ROW_NUMBER
Window FunctionsConcept
ROW_NUMBER() assigns a unique sequential integer to each row within its partition, starting at 1. The assignment is based on the ORDER BY specified in the OVER clause. Unlike RANK, ROW_NUMBER never produces ties — even if two rows have identical ORDER BY values, they get different numbers (though the order between them is nondeterministic).
ROW_NUMBER is one of the most versatile window functions. Its most common use is the "top-N per group" pattern: partition by a grouping column, order by a ranking criterion, and then filter for row_number = 1 (or <= N).

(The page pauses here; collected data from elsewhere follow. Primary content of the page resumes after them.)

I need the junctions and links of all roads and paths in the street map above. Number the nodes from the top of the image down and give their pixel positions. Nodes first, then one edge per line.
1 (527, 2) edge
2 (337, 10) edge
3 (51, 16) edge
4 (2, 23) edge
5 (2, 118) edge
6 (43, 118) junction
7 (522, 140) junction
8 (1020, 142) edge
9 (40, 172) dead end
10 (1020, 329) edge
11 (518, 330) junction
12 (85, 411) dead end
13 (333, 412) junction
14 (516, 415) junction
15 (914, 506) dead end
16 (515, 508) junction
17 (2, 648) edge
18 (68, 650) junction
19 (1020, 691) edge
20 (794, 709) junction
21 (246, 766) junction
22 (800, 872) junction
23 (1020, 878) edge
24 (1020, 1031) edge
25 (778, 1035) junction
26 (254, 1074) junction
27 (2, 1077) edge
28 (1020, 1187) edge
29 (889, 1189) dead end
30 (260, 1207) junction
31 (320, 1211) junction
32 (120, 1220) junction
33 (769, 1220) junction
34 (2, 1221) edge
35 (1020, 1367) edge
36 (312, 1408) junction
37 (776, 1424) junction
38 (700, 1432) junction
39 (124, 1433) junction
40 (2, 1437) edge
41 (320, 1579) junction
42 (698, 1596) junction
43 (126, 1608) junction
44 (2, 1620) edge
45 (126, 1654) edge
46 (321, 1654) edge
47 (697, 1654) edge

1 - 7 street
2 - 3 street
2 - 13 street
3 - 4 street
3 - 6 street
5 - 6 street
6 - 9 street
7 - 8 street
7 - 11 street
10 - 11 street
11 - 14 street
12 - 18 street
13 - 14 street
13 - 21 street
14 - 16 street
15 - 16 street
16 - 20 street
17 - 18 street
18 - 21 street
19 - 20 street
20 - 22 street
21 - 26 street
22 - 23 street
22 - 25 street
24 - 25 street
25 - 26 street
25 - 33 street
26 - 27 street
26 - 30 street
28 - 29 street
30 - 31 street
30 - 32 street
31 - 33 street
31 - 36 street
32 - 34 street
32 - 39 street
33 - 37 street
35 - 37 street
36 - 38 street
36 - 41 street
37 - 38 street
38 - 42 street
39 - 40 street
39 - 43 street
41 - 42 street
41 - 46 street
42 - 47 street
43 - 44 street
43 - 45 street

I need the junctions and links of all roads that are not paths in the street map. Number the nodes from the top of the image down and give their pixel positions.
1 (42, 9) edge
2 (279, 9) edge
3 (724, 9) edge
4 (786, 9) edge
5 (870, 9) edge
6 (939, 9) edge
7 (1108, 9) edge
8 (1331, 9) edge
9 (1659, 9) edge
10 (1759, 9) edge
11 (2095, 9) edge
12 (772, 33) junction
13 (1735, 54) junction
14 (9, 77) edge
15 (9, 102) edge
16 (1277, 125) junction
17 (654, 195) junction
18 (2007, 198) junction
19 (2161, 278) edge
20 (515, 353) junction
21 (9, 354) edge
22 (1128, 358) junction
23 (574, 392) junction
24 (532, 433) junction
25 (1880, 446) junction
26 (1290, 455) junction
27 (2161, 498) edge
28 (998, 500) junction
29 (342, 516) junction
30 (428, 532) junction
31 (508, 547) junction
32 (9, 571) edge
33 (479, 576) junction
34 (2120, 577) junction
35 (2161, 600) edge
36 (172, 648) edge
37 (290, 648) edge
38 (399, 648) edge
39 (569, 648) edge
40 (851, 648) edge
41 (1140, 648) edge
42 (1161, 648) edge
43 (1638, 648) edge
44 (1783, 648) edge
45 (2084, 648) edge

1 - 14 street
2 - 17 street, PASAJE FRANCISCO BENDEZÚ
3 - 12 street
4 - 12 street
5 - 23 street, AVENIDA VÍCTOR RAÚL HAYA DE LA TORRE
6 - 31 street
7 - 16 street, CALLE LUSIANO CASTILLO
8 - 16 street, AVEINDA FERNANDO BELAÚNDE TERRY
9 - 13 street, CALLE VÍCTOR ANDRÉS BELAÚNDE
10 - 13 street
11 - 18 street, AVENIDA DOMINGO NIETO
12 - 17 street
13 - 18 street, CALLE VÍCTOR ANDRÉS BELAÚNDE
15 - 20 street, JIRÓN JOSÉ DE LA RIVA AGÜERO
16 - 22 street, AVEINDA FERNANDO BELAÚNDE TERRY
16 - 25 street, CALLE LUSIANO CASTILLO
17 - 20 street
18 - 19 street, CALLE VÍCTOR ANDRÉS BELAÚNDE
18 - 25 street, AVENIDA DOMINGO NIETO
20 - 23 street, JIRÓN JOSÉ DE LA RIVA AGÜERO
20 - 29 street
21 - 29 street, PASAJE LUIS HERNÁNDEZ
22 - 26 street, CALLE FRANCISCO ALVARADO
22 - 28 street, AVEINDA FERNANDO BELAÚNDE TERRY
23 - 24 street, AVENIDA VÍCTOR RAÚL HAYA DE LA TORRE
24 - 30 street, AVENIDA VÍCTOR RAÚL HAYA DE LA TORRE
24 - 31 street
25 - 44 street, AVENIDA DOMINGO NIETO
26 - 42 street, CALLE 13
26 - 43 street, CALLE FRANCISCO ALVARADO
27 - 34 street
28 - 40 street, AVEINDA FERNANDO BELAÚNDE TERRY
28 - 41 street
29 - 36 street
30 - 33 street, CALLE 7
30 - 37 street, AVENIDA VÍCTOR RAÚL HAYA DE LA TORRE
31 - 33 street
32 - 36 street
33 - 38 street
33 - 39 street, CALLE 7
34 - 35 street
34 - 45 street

This is the standard way to get the most recent order per customer, the highest-paid employee per department, etc.
Because window functions are evaluated after WHERE and GROUP BY but before ORDER BY and LIMIT, you cannot filter on ROW_NUMBER directly in WHERE. Instead, wrap the query in a subquery or CTE and filter in the outer query.
Syntax
-- Basic row number
SELECT
ROW_NUMBER() OVER (ORDER BY price DESC) AS rank,
name,
price
FROM products;
-- Row number within partitions
SELECT
ROW_NUMBER() OVER (
PARTITION BY category
ORDER BY price DESC
) AS category_rank,
category,
name,
price
FROM products;Practical Example
Using the ecommerce schema (customers, orders, order_items, products)
-- Most recent order per customer (top-1 per group)
SELECT customer_id, order_id, order_date, total_amount
FROM (
SELECT
o.*,
ROW_NUMBER() OVER (
PARTITION BY customer_id
ORDER BY order_date DESC
) AS rn
FROM orders o
) ranked
WHERE rn = 1
ORDER BY customer_id;
-- Top 3 best-selling products per category
SELECT category, name, units_sold
FROM (
SELECT
p.category,
p.name,
SUM(oi.quantity) AS units_sold,
ROW_NUMBER() OVER (
PARTITION BY p.category
ORDER BY SUM(oi.quantity) DESC
) AS rn
FROM products p
JOIN order_items oi ON oi.product_id = p.product_id
GROUP BY p.category, p.name
) ranked
WHERE rn <= 3
ORDER BY category, rn;Common Pitfalls & Tips
- 1ROW_NUMBER with ties is nondeterministic — add a tiebreaker column (like a primary key) to the ORDER BY for reproducible results.
- 2You cannot use ROW_NUMBER() in WHERE directly. Wrap in a subquery or CTE: SELECT * FROM (SELECT ..., ROW_NUMBER() ...) WHERE rn = 1.
- 3Forgetting PARTITION BY gives you a global row number instead of per-group, which is a common mistake when writing top-N-per-group queries.